Data records -
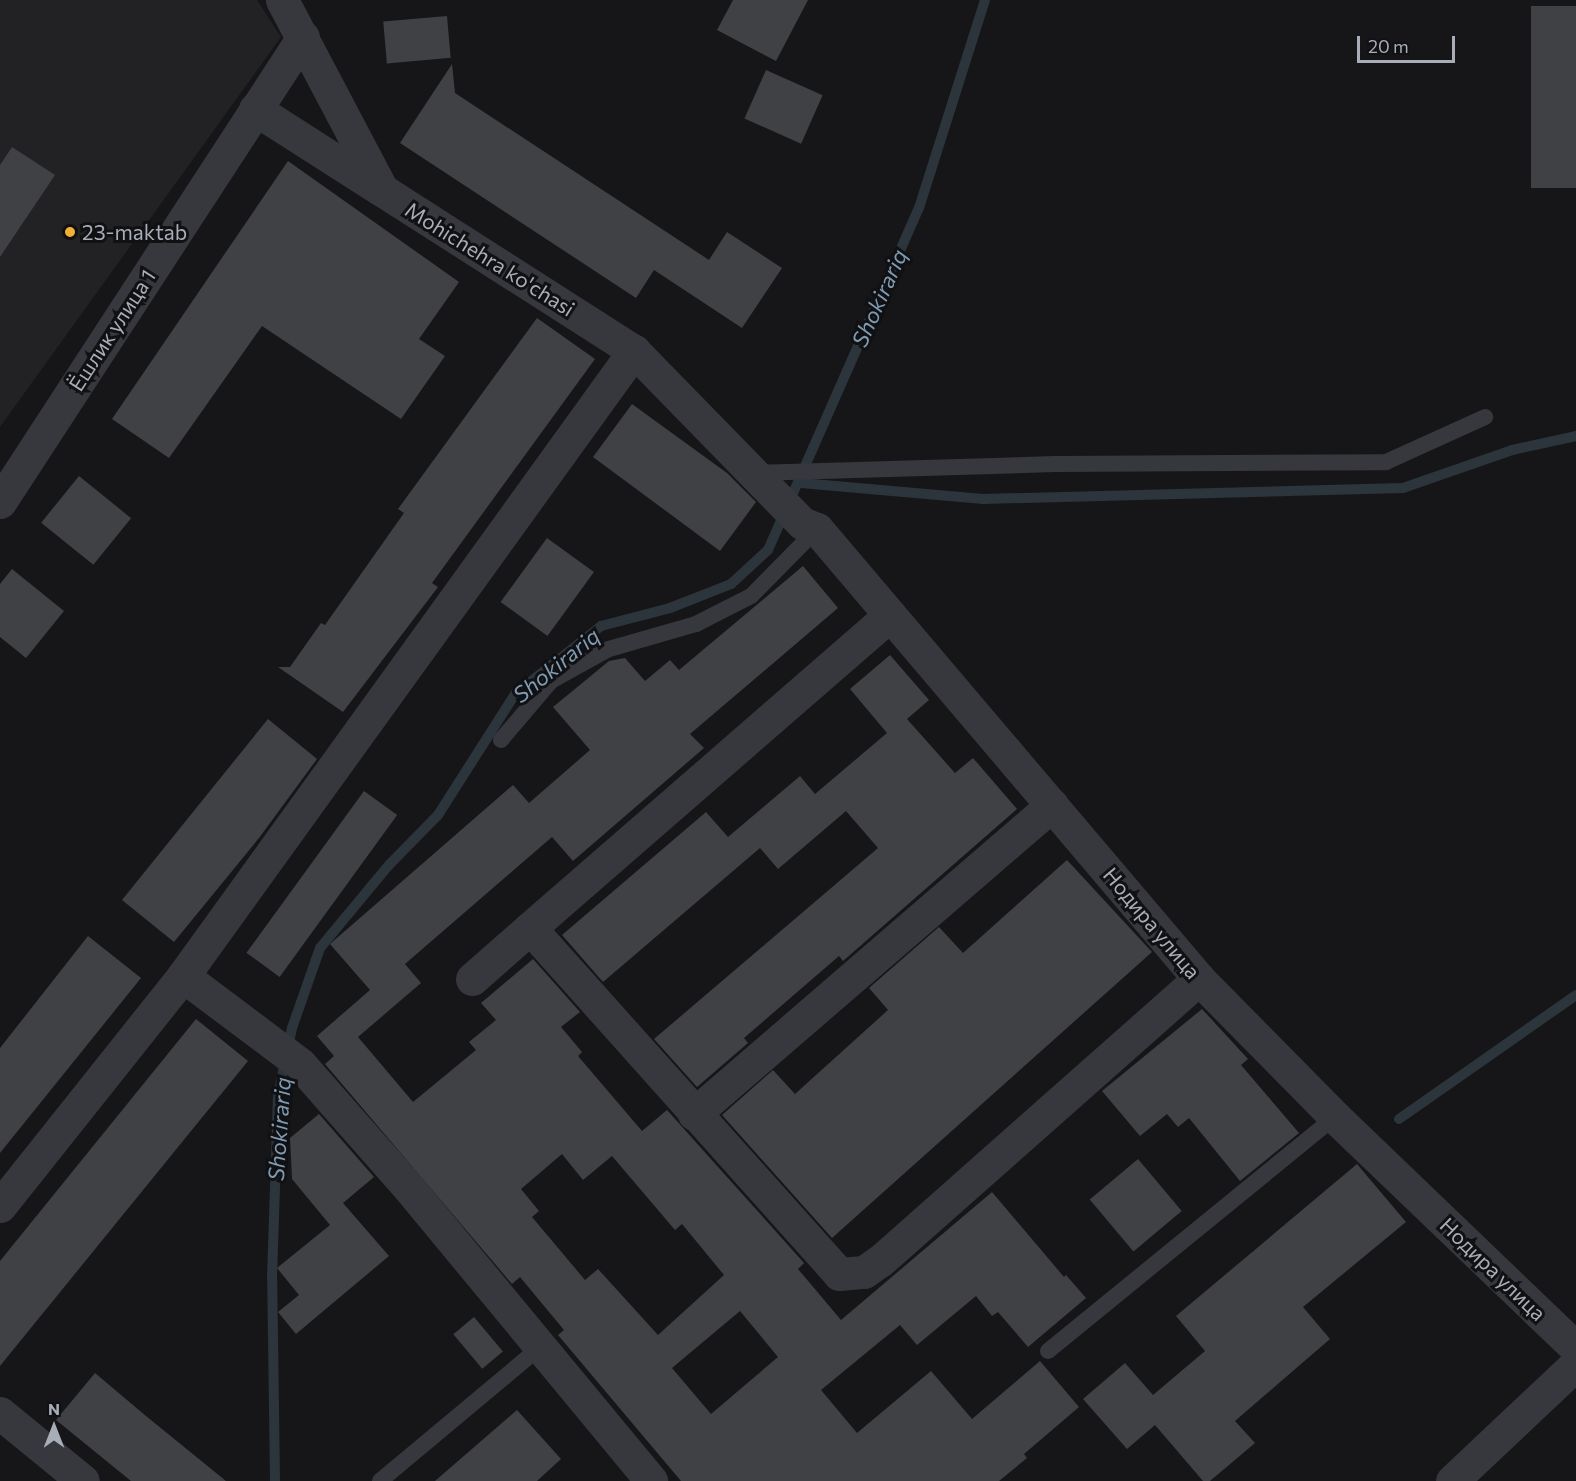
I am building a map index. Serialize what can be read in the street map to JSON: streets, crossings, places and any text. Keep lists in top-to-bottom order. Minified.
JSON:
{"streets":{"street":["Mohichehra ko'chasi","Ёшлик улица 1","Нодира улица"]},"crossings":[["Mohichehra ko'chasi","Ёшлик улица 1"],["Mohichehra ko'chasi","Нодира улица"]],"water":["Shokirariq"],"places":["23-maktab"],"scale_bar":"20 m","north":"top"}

==

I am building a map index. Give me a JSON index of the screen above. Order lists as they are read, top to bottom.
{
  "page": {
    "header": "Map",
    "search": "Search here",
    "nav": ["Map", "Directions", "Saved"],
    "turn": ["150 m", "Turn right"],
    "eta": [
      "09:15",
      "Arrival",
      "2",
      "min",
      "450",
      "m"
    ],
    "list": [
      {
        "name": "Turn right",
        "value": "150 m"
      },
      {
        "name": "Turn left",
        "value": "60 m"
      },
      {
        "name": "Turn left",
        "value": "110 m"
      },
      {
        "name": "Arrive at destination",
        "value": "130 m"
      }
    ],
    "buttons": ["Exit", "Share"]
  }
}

* * *

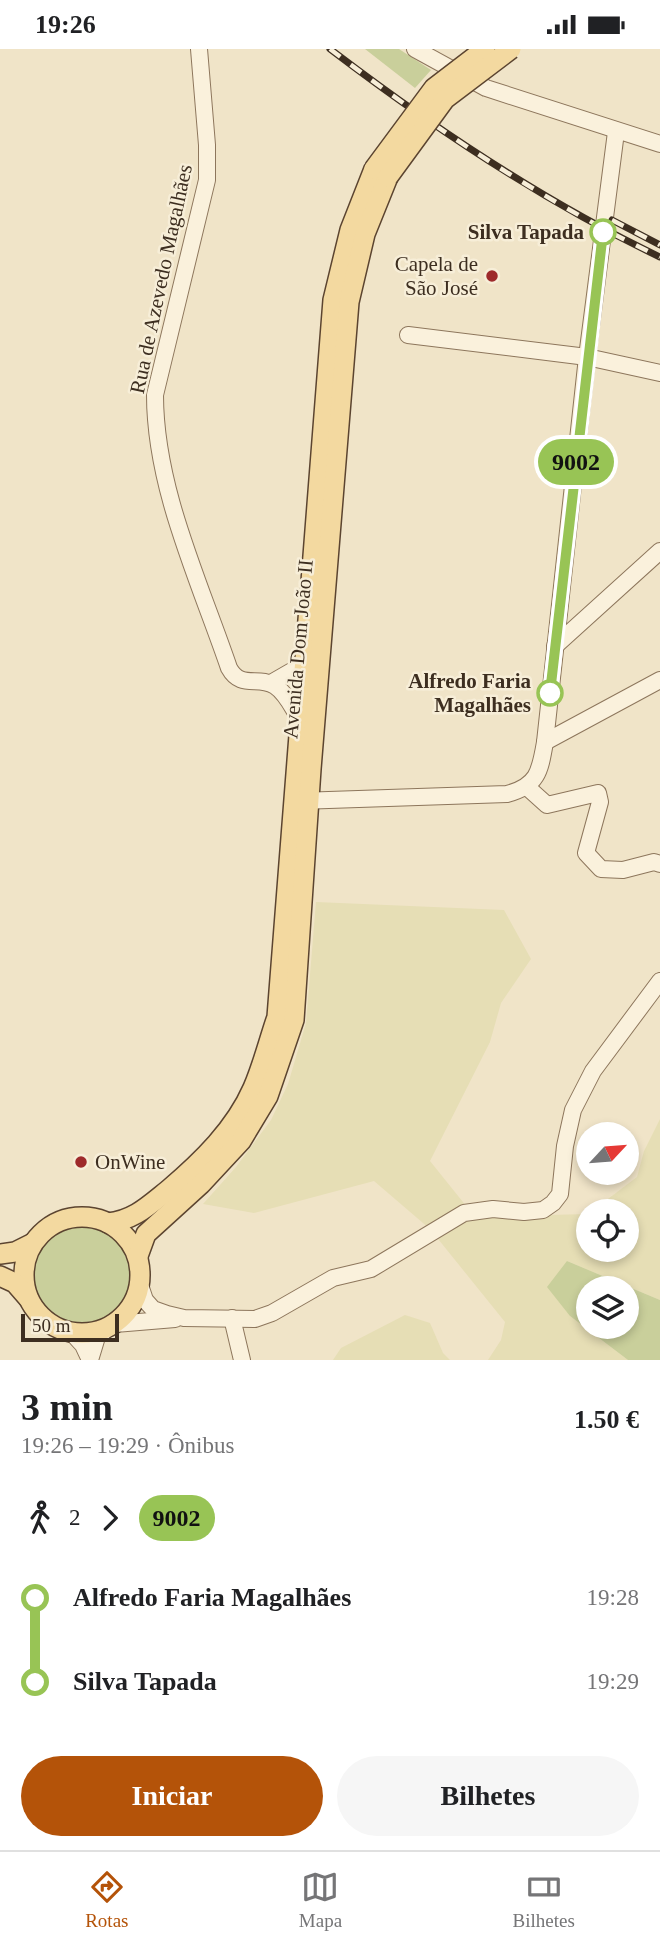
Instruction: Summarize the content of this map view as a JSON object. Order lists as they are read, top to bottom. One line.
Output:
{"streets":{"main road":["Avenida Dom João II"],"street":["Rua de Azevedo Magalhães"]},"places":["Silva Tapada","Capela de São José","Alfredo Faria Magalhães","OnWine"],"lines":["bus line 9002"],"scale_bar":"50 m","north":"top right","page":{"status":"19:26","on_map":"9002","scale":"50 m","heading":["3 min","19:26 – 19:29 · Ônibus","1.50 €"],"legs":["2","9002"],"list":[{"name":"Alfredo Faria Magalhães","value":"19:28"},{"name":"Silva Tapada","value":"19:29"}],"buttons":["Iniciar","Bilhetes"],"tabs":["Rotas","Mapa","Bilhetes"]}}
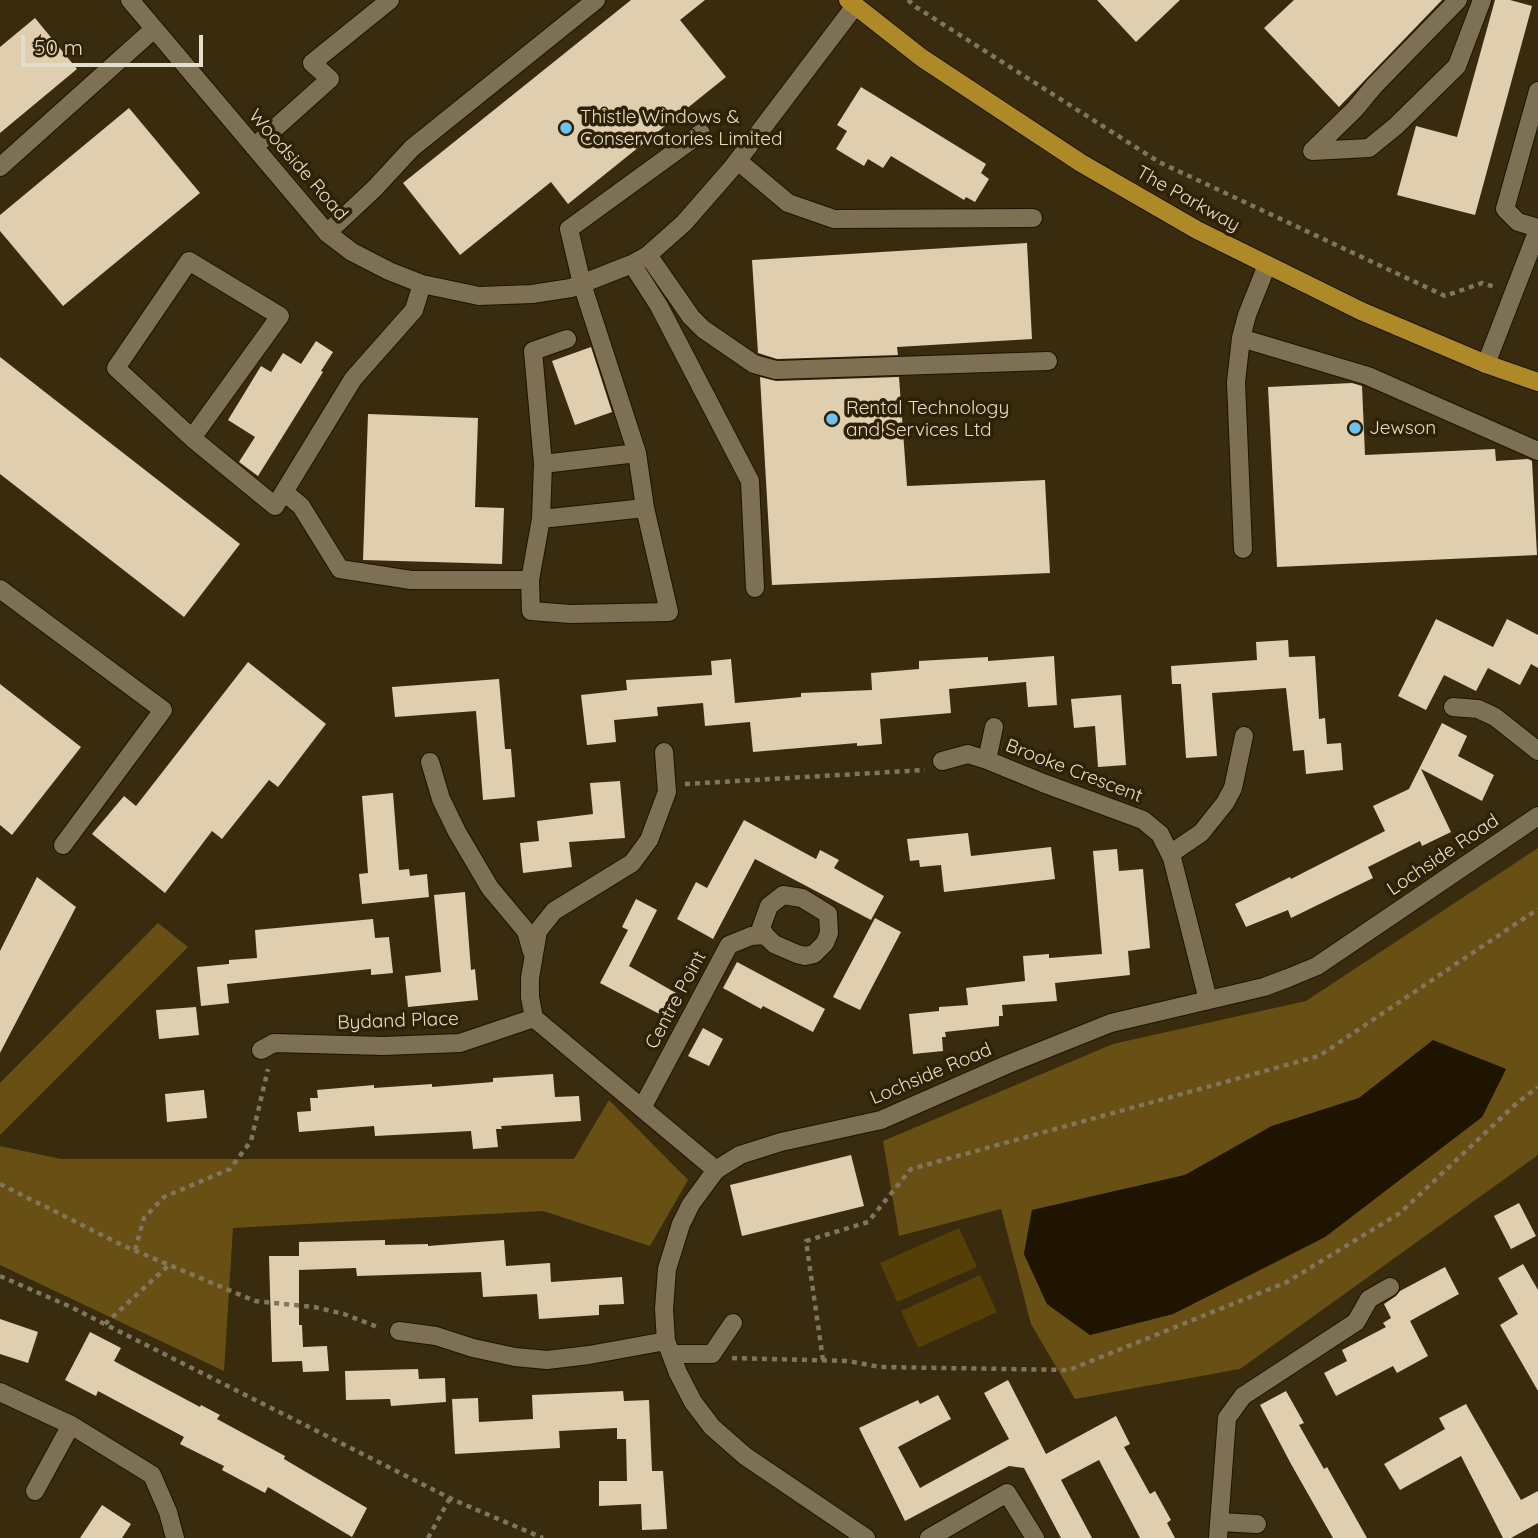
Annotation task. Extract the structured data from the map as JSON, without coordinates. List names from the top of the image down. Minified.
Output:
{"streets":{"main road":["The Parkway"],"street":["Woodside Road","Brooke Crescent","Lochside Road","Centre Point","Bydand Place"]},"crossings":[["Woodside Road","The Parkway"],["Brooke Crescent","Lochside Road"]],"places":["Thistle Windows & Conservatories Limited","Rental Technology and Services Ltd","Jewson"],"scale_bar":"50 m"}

Work item - Find the string "Minified" in the listing and copy every line in which it occurs.

Result for this task -
I am building a map index. Serialize what can be read in the street map to JSON: streets, crossings, places and any text. Keep lists in top-to-bottom order. Minified.
Annotation task. Extract the structured data from the map as JSON, without coordinates. List names from the top of the image down. Minified.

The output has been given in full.